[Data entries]
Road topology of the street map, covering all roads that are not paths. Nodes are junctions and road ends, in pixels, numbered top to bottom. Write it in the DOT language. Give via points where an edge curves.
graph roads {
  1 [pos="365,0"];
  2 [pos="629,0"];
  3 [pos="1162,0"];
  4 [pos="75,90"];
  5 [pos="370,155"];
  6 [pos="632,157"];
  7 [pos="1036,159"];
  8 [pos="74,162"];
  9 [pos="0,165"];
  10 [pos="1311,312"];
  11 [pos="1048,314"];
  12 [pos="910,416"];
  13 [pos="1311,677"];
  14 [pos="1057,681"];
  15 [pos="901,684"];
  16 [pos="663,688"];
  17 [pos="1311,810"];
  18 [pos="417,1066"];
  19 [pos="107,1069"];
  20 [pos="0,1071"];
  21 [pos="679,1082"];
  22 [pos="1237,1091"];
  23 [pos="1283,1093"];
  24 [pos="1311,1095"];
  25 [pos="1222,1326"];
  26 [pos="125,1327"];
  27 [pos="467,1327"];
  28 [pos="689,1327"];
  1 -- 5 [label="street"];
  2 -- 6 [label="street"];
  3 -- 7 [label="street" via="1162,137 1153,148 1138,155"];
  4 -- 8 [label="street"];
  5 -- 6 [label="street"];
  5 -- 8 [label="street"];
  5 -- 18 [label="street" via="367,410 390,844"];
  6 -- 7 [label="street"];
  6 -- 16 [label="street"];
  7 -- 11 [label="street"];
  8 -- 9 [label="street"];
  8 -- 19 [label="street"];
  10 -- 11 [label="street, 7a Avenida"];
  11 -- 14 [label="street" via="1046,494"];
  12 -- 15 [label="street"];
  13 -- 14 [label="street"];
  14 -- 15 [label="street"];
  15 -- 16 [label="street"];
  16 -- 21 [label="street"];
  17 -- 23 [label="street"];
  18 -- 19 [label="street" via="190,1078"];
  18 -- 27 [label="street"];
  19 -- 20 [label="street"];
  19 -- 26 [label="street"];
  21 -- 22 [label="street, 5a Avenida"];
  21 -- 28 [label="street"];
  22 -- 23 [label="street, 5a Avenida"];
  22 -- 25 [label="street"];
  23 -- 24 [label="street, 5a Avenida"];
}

TASK OBJECTIVE:
Lines above containing "roads": how many? Reply with the number only.

TASK OUTPUT:
2